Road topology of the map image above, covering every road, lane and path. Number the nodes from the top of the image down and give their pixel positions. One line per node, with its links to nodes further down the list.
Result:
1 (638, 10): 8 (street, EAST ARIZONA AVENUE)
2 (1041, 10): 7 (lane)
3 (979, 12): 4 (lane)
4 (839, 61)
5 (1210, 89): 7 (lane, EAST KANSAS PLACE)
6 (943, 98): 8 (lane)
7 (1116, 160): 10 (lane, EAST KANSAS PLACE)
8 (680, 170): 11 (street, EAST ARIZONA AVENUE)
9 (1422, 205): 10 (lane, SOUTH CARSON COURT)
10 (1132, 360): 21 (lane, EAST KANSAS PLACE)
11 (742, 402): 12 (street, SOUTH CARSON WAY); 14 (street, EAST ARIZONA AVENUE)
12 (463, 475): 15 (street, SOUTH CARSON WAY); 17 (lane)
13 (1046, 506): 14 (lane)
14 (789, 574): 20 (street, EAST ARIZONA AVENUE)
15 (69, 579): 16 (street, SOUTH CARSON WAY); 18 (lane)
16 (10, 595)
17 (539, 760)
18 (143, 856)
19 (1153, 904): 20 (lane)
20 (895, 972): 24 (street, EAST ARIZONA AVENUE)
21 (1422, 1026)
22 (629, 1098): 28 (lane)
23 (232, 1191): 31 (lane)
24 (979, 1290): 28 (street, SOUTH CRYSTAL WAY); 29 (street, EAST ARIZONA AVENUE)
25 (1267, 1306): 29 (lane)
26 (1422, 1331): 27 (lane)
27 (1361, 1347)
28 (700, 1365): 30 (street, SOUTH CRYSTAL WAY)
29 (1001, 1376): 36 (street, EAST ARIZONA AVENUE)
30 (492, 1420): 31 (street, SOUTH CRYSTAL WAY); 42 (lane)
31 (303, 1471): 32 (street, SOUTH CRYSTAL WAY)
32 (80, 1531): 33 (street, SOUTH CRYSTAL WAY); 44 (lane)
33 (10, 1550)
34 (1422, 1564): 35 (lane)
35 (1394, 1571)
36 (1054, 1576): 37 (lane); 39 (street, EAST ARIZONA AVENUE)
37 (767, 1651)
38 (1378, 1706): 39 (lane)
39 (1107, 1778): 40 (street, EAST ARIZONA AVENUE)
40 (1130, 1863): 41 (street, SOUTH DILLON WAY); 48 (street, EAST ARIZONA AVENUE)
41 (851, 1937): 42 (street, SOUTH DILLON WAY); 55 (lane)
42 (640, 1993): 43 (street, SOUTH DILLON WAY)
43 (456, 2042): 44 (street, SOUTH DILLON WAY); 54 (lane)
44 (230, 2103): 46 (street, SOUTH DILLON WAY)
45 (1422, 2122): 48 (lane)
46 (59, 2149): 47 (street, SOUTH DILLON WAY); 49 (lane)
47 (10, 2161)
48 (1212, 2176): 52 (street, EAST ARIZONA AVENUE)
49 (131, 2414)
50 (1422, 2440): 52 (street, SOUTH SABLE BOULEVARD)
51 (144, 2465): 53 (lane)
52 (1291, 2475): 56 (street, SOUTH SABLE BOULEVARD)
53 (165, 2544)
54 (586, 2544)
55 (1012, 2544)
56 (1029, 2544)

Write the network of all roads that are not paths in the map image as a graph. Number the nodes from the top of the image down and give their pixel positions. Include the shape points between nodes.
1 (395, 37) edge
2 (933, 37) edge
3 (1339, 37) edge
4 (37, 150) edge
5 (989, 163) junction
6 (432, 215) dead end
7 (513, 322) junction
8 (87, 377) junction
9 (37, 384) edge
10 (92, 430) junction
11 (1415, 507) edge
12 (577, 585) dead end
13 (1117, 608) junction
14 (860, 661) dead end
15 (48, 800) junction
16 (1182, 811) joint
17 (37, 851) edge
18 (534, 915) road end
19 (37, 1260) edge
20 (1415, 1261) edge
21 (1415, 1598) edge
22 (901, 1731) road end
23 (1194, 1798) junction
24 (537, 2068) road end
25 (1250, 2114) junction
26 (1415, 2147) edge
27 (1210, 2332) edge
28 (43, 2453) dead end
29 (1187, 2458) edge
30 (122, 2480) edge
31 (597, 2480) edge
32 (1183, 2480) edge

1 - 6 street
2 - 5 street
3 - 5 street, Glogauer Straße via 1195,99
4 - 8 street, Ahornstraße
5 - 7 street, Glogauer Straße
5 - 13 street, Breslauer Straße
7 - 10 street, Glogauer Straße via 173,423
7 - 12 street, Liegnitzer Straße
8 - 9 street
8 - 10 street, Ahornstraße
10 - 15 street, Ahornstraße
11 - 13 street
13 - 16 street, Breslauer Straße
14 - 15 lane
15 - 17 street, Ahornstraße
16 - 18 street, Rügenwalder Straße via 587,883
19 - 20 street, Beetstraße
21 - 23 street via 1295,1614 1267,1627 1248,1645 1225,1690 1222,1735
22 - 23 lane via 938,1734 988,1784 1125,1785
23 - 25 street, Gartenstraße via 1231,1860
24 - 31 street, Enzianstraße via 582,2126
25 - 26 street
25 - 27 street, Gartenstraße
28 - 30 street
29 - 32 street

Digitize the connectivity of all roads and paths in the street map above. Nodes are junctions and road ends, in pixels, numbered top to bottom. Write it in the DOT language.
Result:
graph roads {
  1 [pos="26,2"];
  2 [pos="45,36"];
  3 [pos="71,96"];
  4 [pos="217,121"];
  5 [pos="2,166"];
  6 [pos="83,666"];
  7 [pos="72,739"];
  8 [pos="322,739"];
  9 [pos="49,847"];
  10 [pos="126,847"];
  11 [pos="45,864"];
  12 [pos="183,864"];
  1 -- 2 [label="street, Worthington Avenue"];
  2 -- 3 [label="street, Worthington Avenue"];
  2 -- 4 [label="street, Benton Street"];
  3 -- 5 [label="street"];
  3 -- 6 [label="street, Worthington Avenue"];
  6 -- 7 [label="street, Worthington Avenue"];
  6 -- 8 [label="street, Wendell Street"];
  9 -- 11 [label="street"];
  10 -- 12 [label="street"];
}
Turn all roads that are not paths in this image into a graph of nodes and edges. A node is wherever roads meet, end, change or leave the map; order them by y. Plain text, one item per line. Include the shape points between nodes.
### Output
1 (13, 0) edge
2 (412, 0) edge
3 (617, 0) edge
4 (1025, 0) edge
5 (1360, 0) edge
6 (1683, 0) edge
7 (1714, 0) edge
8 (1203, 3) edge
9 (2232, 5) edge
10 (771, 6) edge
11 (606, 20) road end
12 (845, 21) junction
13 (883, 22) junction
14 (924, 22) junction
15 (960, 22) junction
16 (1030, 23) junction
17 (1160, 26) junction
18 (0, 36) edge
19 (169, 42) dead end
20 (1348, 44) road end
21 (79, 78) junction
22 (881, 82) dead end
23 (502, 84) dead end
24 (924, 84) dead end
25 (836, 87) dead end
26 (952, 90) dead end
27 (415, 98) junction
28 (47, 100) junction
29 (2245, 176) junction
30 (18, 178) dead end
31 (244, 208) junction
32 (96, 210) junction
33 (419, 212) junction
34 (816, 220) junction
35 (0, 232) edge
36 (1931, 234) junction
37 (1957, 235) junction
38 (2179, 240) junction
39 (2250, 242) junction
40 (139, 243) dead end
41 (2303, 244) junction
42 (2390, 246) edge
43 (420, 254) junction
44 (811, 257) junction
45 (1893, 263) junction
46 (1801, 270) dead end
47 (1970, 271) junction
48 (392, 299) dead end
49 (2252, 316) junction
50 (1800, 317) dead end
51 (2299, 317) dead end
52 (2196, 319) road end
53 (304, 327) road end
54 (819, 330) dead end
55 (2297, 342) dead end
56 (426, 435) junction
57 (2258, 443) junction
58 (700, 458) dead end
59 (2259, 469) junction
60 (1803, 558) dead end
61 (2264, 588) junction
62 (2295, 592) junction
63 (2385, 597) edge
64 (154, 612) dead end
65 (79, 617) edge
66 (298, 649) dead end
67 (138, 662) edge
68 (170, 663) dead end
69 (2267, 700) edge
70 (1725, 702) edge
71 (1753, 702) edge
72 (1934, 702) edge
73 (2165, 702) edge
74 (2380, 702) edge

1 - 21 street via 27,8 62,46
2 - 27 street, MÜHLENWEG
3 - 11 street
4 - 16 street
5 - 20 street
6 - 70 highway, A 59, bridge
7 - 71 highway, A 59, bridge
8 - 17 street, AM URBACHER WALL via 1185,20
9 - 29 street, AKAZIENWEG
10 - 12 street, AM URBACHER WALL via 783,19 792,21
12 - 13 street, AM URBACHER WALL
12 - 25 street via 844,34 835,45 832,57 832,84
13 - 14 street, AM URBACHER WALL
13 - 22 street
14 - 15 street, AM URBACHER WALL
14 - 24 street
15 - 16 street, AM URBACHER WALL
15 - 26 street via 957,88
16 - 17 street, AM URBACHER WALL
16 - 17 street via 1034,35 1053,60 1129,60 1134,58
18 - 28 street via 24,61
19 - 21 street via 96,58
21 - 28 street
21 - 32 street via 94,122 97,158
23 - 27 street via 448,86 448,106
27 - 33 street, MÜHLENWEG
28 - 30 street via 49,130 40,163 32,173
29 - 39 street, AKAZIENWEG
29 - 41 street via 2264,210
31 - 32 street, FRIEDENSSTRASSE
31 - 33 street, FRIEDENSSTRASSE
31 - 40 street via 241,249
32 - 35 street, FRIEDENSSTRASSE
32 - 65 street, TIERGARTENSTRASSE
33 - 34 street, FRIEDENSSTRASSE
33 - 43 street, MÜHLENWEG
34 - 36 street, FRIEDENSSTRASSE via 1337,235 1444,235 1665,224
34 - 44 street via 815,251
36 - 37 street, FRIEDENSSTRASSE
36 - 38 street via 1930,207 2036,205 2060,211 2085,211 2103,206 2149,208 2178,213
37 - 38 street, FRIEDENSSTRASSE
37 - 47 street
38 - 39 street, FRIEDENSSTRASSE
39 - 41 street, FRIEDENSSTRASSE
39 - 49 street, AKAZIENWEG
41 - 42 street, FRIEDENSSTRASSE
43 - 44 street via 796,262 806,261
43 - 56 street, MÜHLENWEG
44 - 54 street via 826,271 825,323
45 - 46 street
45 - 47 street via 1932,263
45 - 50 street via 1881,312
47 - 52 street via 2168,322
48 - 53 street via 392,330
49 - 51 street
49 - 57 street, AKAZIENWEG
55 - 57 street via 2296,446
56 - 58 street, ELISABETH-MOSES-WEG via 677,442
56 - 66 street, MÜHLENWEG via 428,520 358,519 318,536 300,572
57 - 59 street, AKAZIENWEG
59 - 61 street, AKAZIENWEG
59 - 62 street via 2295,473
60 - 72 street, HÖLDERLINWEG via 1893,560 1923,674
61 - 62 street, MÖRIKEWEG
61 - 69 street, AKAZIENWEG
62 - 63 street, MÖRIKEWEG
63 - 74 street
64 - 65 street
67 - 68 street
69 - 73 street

▶ **EXERCISE PROMPT**
Search the records above for "down". Copy each line where it is found.

▶ **SOLUTION FOR THIS EXERCISE**
Road topology of the map image above, covering every road, lane and path. Number the nodes from the top of the image down and give their pixel positions. One line per node, with its links to nodes further down the list.
Write the network of all roads that are not paths in the map image as a graph. Number the nodes from the top of the image down and give their pixel positions. Include the shape points between nodes.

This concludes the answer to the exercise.